4. The method according to claim 1, wherein the reaction conditions of step (2): reacting chlorine gas and methane chloride at 395-405 ℃ and 0.55-0.65 MPa, wherein the mass ratio of the chlorine gas to the methane chloride is 2-2.5: 1.

5. The method of claim 4, wherein the light fraction of step (2) has a composition of: 95-99% of hydrogen chloride, 0.2-3% of fluoride and 0-2% of the rest.

6. The method according to claim 1, wherein the molar ratio of hydrogen chloride to methanol in the step (3) is 1-1.2: 1.

7. The method of claim 1, wherein the monochloromethane produced in step (3) is passed through water washing, alkali washing, acid washing, drying, compression, and then to a degassing and refining unit.

8. The method according to claim 1, wherein the degassing treatment in the step (3) has a column pressure of 0.8 to 1.6MPa and a temperature of 30 to 45 ℃;

the pressure of the refining rectification tower is 0.7-1.0 MPa, and the temperature is 35-45 ℃.

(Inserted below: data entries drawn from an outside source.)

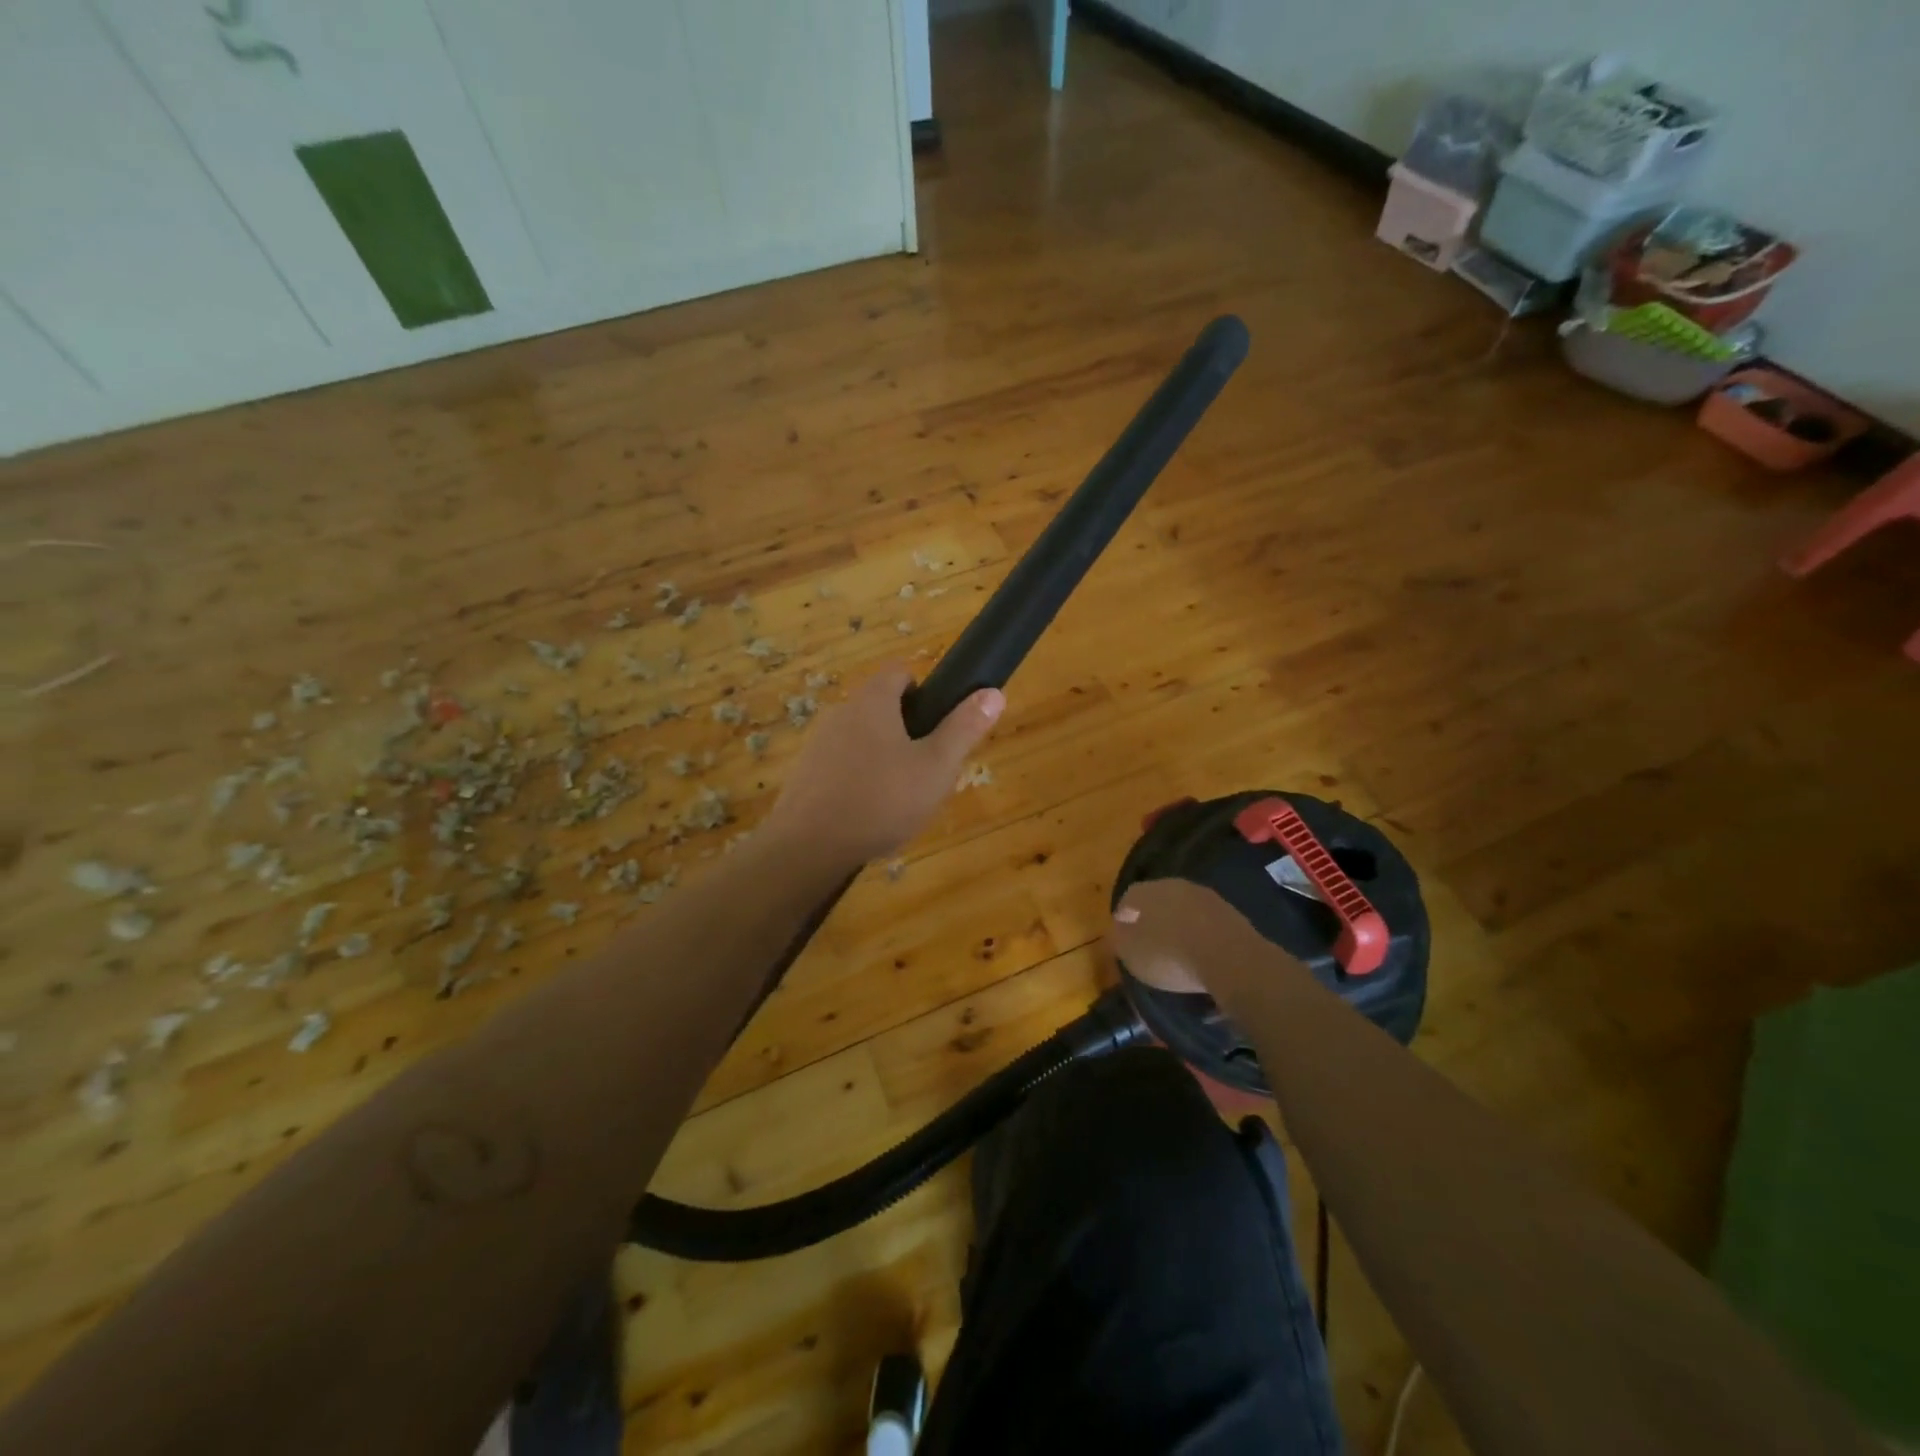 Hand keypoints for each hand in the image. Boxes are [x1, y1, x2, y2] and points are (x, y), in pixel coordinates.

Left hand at [764, 664, 1003, 865]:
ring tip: (900, 798)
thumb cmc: (881, 799)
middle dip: (906, 732)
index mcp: (873, 701)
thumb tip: (993, 692)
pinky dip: (858, 781)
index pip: (899, 672)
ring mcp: (818, 744)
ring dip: (883, 759)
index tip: (937, 723)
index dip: (923, 691)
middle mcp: (841, 712)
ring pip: (861, 739)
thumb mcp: (936, 767)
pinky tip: (869, 815)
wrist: (808, 846)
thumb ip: (964, 729)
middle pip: (880, 707)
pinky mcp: (805, 774)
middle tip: (927, 768)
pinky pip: (841, 767)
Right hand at [1111, 878, 1276, 993]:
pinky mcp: (1231, 913)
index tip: (1124, 937)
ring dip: (1179, 924)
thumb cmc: (1170, 956)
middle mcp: (1175, 885)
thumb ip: (1119, 939)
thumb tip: (1117, 929)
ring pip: (1185, 907)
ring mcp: (1206, 897)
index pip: (1129, 898)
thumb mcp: (1131, 954)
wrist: (1230, 958)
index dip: (1124, 918)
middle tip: (1150, 942)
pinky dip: (1201, 934)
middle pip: (1158, 899)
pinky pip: (1207, 921)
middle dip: (1153, 918)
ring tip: (1178, 950)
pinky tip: (1202, 953)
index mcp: (1146, 892)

9. A system for preparing chlorine gas by catalyzing fluorine-containing hydrogen chloride and putting the chlorine gas into the methane chloride and the polychlorinated methane, which is characterized by comprising a catalytic oxidation unit, a thermal chlorination reaction unit and a hydrochlorination reaction unit which are connected in sequence;

10. The system of claim 9, wherein the thermal chlorination reaction unit is coupled to a catalytic oxidation unit.